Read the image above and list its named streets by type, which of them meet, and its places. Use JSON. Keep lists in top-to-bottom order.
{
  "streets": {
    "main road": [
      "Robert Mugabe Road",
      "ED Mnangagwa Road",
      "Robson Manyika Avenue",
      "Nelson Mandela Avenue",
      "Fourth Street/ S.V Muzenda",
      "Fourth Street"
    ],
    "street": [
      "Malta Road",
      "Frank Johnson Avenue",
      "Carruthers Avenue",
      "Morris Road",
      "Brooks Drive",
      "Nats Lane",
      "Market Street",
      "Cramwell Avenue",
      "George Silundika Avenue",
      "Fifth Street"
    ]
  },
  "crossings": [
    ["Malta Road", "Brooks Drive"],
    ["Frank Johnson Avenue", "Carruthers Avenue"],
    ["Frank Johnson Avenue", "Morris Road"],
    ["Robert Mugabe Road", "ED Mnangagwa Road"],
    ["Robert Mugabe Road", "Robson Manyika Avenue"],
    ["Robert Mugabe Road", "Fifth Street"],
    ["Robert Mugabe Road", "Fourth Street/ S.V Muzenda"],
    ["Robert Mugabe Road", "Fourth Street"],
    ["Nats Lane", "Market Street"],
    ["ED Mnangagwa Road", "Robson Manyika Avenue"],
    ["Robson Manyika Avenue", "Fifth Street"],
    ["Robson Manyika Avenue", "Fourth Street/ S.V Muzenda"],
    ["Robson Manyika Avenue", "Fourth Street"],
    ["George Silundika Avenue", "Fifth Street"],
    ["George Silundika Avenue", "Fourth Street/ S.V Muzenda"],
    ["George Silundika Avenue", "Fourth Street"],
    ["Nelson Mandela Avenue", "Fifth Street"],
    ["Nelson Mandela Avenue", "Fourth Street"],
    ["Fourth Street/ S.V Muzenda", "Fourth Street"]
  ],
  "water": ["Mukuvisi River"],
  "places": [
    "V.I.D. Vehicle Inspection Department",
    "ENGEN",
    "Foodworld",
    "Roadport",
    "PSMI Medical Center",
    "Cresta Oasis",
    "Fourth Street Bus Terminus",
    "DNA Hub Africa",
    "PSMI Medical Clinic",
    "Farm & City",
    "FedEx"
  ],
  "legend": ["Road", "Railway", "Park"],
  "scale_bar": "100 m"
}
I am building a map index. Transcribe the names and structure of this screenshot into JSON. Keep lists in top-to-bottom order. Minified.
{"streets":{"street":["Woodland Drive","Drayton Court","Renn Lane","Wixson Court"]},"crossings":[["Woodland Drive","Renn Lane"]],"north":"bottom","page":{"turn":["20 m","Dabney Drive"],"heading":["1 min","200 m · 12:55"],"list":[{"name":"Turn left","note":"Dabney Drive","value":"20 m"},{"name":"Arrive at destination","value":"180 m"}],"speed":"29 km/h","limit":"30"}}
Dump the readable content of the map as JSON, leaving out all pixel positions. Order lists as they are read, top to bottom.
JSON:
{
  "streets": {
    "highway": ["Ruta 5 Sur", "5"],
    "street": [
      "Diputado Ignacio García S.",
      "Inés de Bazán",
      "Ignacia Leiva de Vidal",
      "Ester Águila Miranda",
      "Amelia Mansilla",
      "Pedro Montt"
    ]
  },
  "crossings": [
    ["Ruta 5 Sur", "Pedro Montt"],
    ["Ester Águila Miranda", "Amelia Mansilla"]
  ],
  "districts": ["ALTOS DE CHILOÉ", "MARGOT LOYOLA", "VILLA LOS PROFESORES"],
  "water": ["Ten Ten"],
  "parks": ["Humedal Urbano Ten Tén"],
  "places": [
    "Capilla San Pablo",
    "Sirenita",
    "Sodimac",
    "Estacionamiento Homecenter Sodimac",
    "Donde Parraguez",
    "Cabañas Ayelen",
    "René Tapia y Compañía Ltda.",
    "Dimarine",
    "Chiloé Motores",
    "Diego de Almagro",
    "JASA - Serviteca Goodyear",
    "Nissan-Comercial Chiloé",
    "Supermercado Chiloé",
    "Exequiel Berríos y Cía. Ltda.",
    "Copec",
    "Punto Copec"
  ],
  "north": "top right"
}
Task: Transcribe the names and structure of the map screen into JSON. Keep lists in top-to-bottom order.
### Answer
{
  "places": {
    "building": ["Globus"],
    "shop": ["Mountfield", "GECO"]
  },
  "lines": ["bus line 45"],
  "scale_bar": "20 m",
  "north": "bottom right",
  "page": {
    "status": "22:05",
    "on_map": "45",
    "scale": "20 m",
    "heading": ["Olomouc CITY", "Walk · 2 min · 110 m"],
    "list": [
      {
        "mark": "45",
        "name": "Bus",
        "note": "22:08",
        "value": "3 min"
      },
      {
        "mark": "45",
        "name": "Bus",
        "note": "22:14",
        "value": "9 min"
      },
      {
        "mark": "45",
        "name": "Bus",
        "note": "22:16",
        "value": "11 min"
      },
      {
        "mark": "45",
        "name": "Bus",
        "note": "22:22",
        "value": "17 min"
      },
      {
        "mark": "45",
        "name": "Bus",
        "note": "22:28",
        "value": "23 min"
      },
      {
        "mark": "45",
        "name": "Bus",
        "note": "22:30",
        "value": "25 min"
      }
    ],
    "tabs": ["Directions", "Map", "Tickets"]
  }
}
--------------------------------
■ Exercise ■
Show every line from the entries above in which the word "Águila" appears.

■ Answer box ■
      "Ester Águila Miranda",
    ["Ester Águila Miranda", "Amelia Mansilla"]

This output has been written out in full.